UndercoverCop · 04/07/2023 07:47

I do still feel sorry for Liz not knowing she has a wanking stalker

UndercoverCop · 04/07/2023 07:49

You also need to get an adult social care assessment. You have the time to wait now, you might not in future. If you get an assessment now and then find yourself having to leave your options will be different than if you haven't

FairAcre · 04/07/2023 07:54

HoppingPavlova · 04/07/2023 03:55

All sounds completely dysfunctional.

Given everything you said, your complete inability to physically look after yourself and the fact that without someone else’s money you can’t afford to feed yourself, you thought adding rescue dogs to the mix was a good idea? What will you do if they become sick and need medical attention, or even just the routine medical necessaries, that’s not cheap? Flummoxed.

This.

NoRegretsss · 04/07/2023 08:42

Going against the grain. I'd be turning a blind eye to his behaviour, putting my emotions for him aside so that I don't get hurt and build up the etsy shop. So that when you're successful at that, you can leave.

Life sounds tough for you. I've been there, lived in poverty and its not fun.

Crikeyalmighty · 04/07/2023 08:48

@NoRegretsss I totally agree. Not a great idea to have rescue dogs either if in a vulnerable position. I understand why people want to do something like this but it just complicates an already insecure situation

BeachBlondey · 04/07/2023 10:56

It sounds like you love each other, and that he takes very good care of you - and has rescued you from the bad situation that you were in previously.

The only downside is that he masturbates to stuff on line. Whilst it's not great, if you two can't have sex, then this is simply his outlet, and I would let it go.

Plenty of men watch stuff on-line, even when they have wives who give them plenty of sex. If you can't have sex, plus he's caring for you 24/7, then a bit of porn use doesn't seem to be the hill to die on.

BeachBlondey · 04/07/2023 10:59

And you say "my way of life is trapping me", but it's really your disability that is trapping you. Your partner isn't trapping you, it's quite the opposite - his kindness is allowing you to live the best life possible under the circumstances.

Why would you want to leave that security?
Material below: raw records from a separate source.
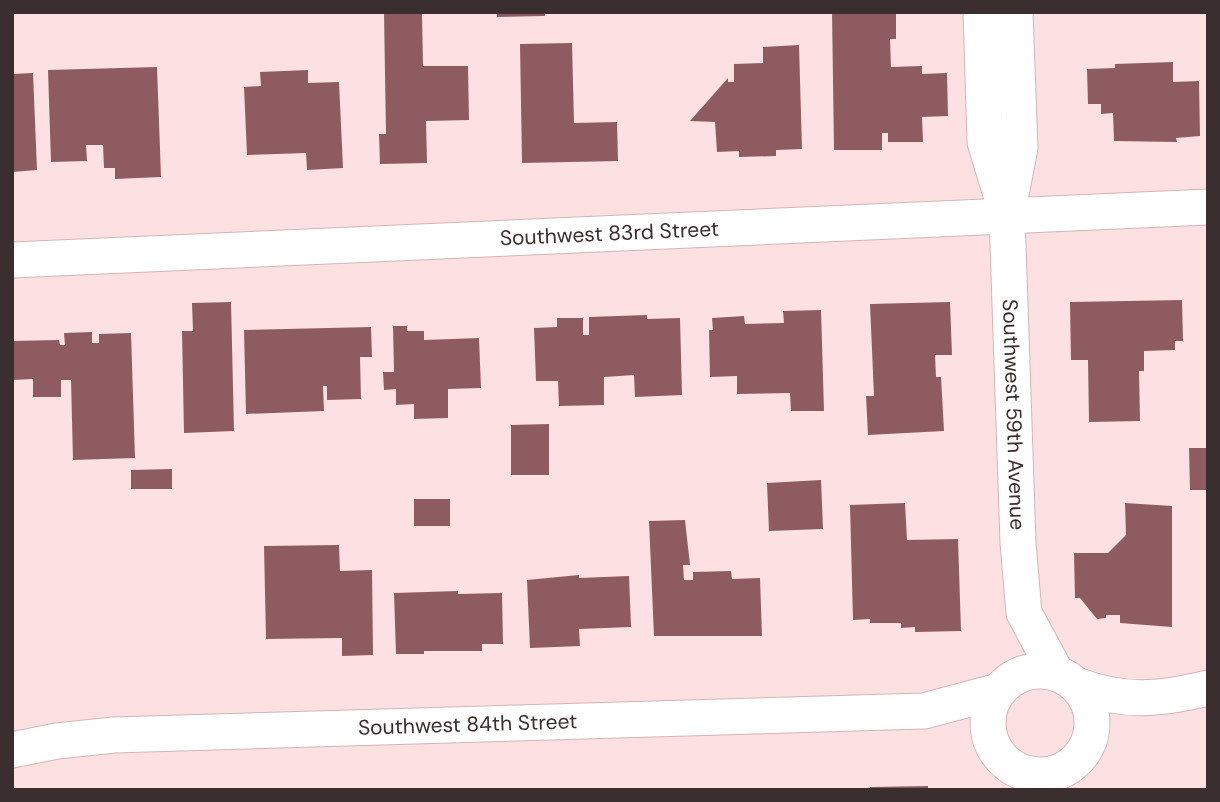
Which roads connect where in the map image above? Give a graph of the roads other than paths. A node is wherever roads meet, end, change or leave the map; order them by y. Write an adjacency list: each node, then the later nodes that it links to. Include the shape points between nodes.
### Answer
1 (981, 12): 4 (street, Southwest 59th Avenue, via 985,142)
2 (1015, 12): 4 (street, Southwest 59th Avenue, via 1020,148)
3 (1208, 207): 4 (street, Southwest 83rd Street)
4 (1007, 215): 5 (street, Southwest 83rd Street); 6 (street, Southwest 59th Avenue)
5 (12, 260)
6 (1024, 613): 7 (street, Southwest 59th Avenue); 8 (street, Southwest 59th Avenue)
7 (1066, 680): 8 (street, via 1030,673); 9 (street, via 1110,697 1134,699); 13 (street, via 1086,698 1091,713)
8 (1002, 688): 11 (street, Southwest 84th Street); 14 (street, via 988,719)
9 (1208, 688)
10 (1208, 709): 13 (street, via 1133,718)
11 (924, 711): 12 (street, Southwest 84th Street, via 114,735); 14 (street, Southwest 84th Street, via 957,726)
12 (12, 750)
13 (1081, 754): 14 (street, via 1046,775); 15 (street)
14 (1005, 766)
15 (1052, 790)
What do you bring to the table for him?

It's incredibly hard to find a good partner, let alone one who is willing to pay for everything and provide round the clock care. I have no idea why you would want to leave him, unless there is a big drip feed coming.

SadKendall · 04/07/2023 11:45

What do you mean by "thanks to me he has this crazy amazing job ££"?

CatsSnore · 04/07/2023 11:54

If I was in your position I would stay and ignore the Internet shit. It's not him trapping you, it's your disabilities and it sounds like it's a convenience thing for both of you. I wouldn't feel bad, he's buying your companionship as much as you're taking from him.

bracemyselfagain · 04/07/2023 11:57

BeachBlondey · 04/07/2023 10:59

And you say "my way of life is trapping me", but it's really your disability that is trapping you. Your partner isn't trapping you, it's quite the opposite - his kindness is allowing you to live the best life possible under the circumstances.

Why would you want to leave that security?

What do you bring to the table for him?

It's incredibly hard to find a good partner, let alone one who is willing to pay for everything and provide round the clock care. I have no idea why you would want to leave him, unless there is a big drip feed coming.

You need to read her previous post ... I dont know to post the link ... under relationships with title 'Cyber stalking ... Cheating ...'
Something along those lines.

bracemyselfagain · 04/07/2023 11:59

Cyber stalking his ex... Cheating..... www.mumsnet.com/Talk/relationships/4840968-cyber-stalking-his-ex-cheating

This post may make more sense if you read this ...

GrannieD · 04/07/2023 12:11

Just read your other post from yesterday where you comment on trying for a baby. Please make sure this doesn't happen.

ThickSkinnedSoWhat · 04/07/2023 12:47

I have sympathy for 2 things here. Rescue dogs and possible baby should you ever conceive. Rescue dogs will end up back in a rescue, I don't even want to think about what could happen with a baby quite honestly. You claim to be unable to care for yourself but you're throwing animals and kids into the equation?